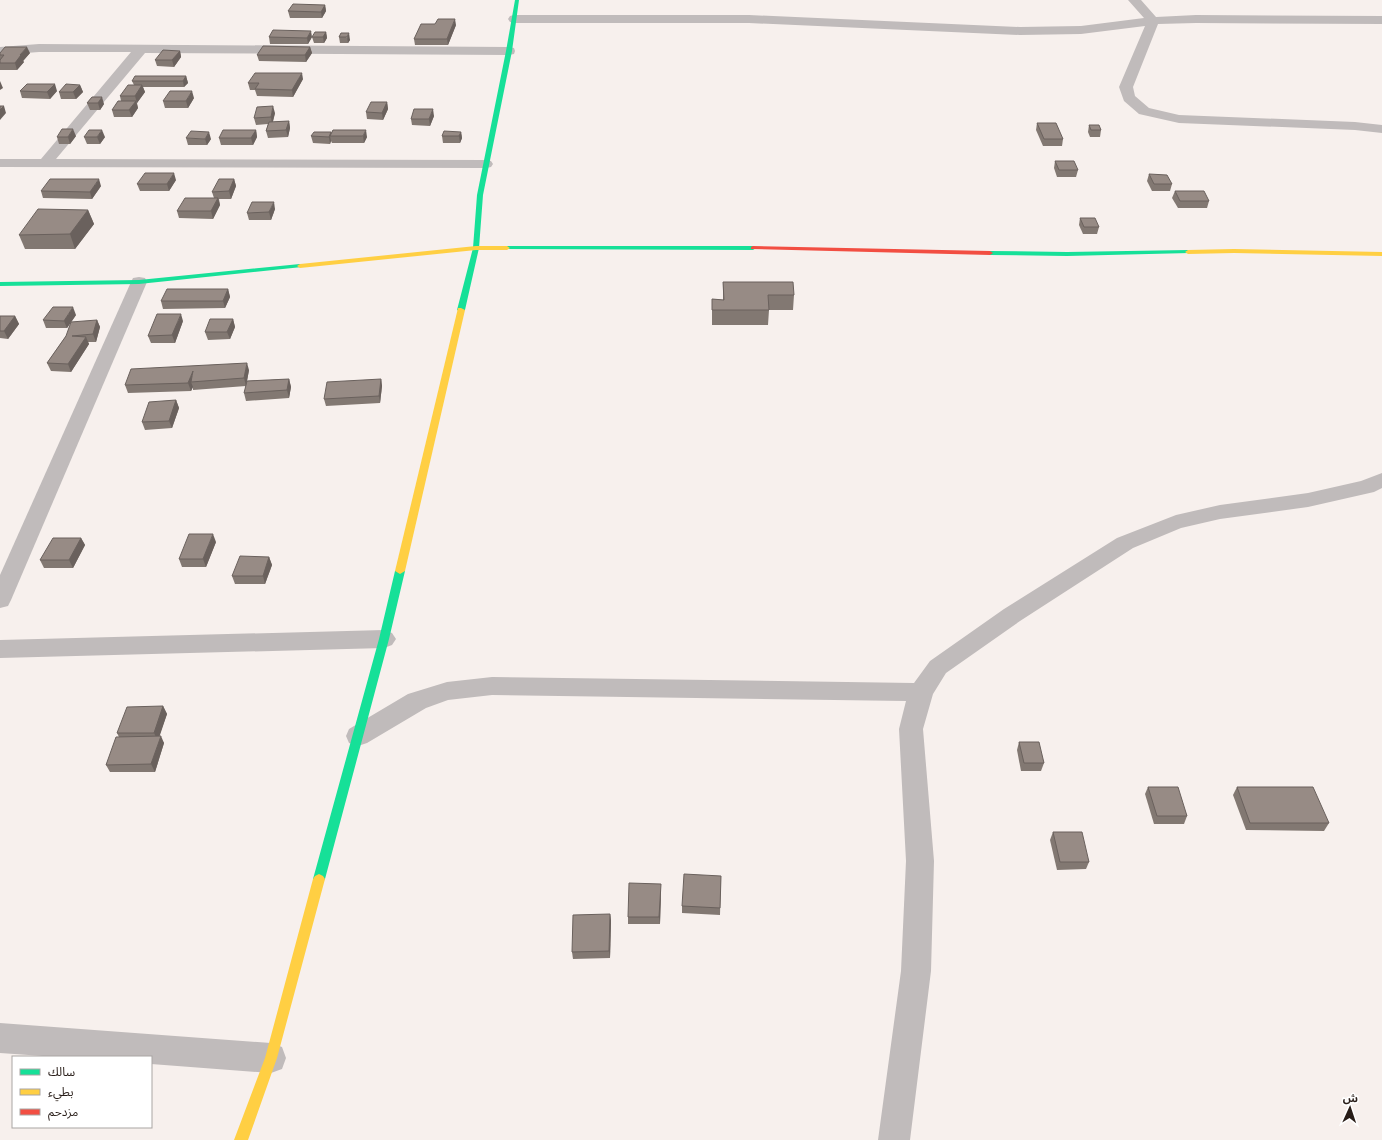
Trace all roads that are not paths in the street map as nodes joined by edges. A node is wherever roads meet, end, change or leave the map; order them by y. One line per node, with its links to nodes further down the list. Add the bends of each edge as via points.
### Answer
1 (517, 0): 3 (street)
2 (1134, 0): 5 (street)
3 (514, 19): 5 (street, via 749,19 1020,31 1081,30); 8 (street)
4 (1382, 20): 5 (street)
5 (1153, 21): 9 (street, via 1126,87 1129,98 1144,111 1179,119)
6 (142, 48): 7 (street, via 39,48); 8 (street); 11 (street)
7 (0, 51)
8 (509, 51): 12 (street)
9 (1382, 129)
10 (0, 163): 11 (street)
11 (45, 163): 12 (street)
12 (486, 164): 13 (street, via 480,195)
13 (476, 248): 14 (street, via 755,248 1067,254 1242,251); 15 (street); 19 (street)
14 (1382, 254)
15 (139, 282): 16 (street); 18 (street)
16 (0, 284)
17 (1382, 480): 21 (street, via 1367,487 1308,500 1220,512 1176,522 1125,543 1012,615 938,667)
18 (0, 600)
19 (384, 639): 20 (street); 22 (street)
20 (0, 650)
21 (921, 692): 22 (street, via 492,686 447,691 417,701); 26 (street, via 911,729 920,861 916,971)
22 (358, 736): 24 (street)
23 (0, 1038): 24 (street)
24 (271, 1058): 25 (street)
25 (241, 1140)
26 (894, 1140)

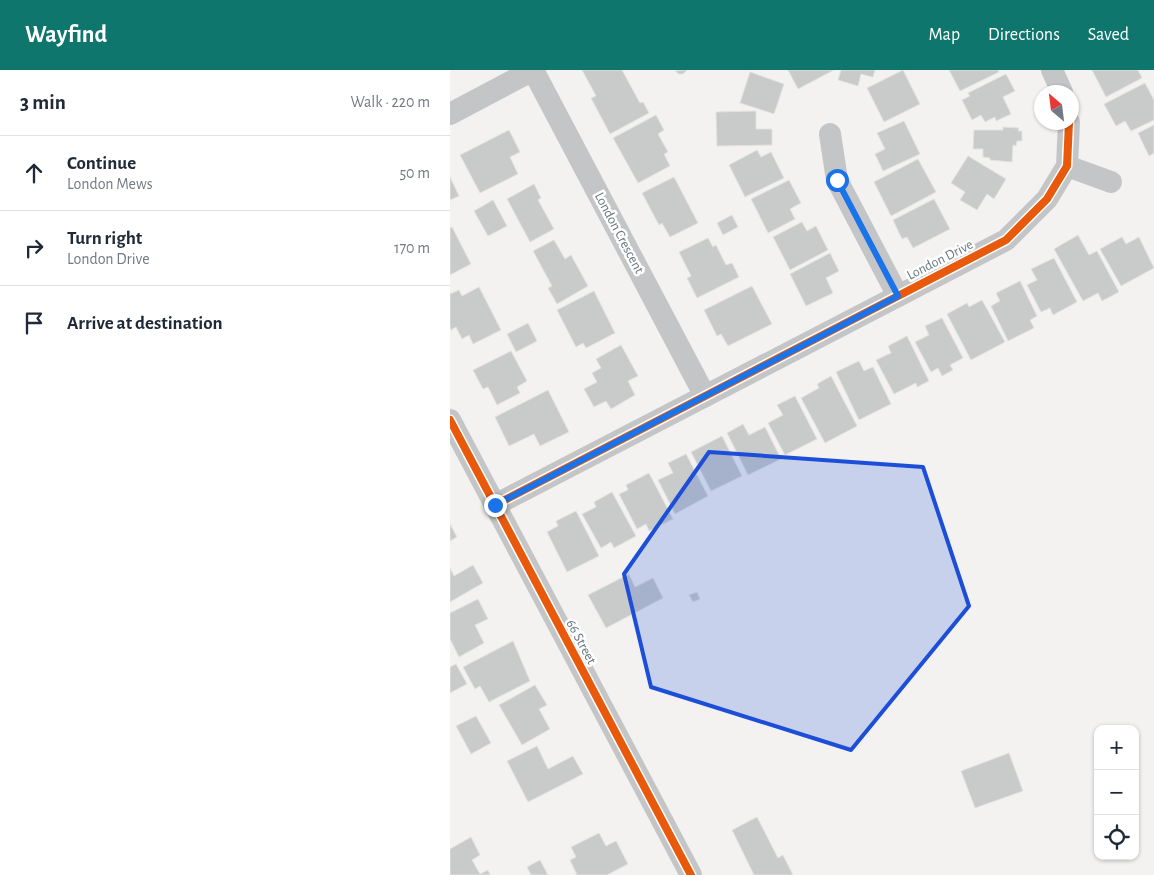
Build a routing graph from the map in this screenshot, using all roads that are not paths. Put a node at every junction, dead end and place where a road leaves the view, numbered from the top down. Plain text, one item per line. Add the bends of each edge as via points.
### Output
1 (533, 70) edge
2 (1052, 70) edge
3 (1059, 85) edge
4 (450, 114) edge
5 (1069, 130) edge
6 (830, 134) dead end
7 (1067, 166) junction
8 (1111, 182) dead end
9 (898, 296) junction
10 (705, 396) junction
11 (450, 420) edge
12 (495, 505) junction
13 (691, 875) edge

1 - 4 street
1 - 10 street, London Crescent
2 - 3 street
5 - 7 street, London Drive
6 - 9 street via 837,180
7 - 8 street
7 - 9 street, London Drive via 1047,199 1006,240
9 - 10 street, London Drive
10 - 12 street, London Drive
11 - 12 street, 66 Street
12 - 13 street, 66 Street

* * * * *

Exclude all images and retype the data precisely.

#### Your response
Trace all roads that are not paths in the street map as nodes joined by edges. A node is wherever roads meet, end, change or leave the map; order them by y. One line per node, with its links to nodes further down the list. Add the bends of each edge as via points.
### Answer
1 (517, 0): 3 (street)
2 (1134, 0): 5 (street)
3 (514, 19): 5 (street, via 749,19 1020,31 1081,30); 8 (street)
4 (1382, 20): 5 (street)
5 (1153, 21): 9 (street, via 1126,87 1129,98 1144,111 1179,119)
6 (142, 48): 7 (street, via 39,48); 8 (street); 11 (street)
7 (0, 51)
8 (509, 51): 12 (street)
9 (1382, 129)
10 (0, 163): 11 (street)
11 (45, 163): 12 (street)
12 (486, 164): 13 (street, via 480,195)
13 (476, 248): 14 (street, via 755,248 1067,254 1242,251); 15 (street); 19 (street)
14 (1382, 254)
15 (139, 282): 16 (street); 18 (street)
16 (0, 284)
17 (1382, 480): 21 (street, via 1367,487 1308,500 1220,512 1176,522 1125,543 1012,615 938,667)
18 (0, 600)
19 (384, 639): 20 (street); 22 (street)
20 (0, 650)
21 (921, 692): 22 (street, via 492,686 447,691 417,701); 26 (street, via 911,729 920,861 916,971)
22 (358, 736): 24 (street)
23 (0, 1038): 24 (street)
24 (271, 1058): 25 (street)
25 (241, 1140)
26 (894, 1140)

Build a routing graph from the map in this screenshot, using all roads that are not paths. Put a node at every junction, dead end and place where a road leaves the view, numbered from the top down. Plain text, one item per line. Add the bends of each edge as via points.
### Output
1 (533, 70) edge
2 (1052, 70) edge
3 (1059, 85) edge
4 (450, 114) edge
5 (1069, 130) edge
6 (830, 134) dead end
7 (1067, 166) junction
8 (1111, 182) dead end
9 (898, 296) junction
10 (705, 396) junction
11 (450, 420) edge
12 (495, 505) junction
13 (691, 875) edge

1 - 4 street
1 - 10 street, London Crescent
2 - 3 street
5 - 7 street, London Drive
6 - 9 street via 837,180
7 - 8 street
7 - 9 street, London Drive via 1047,199 1006,240
9 - 10 street, London Drive
10 - 12 street, London Drive
11 - 12 street, 66 Street
12 - 13 street, 66 Street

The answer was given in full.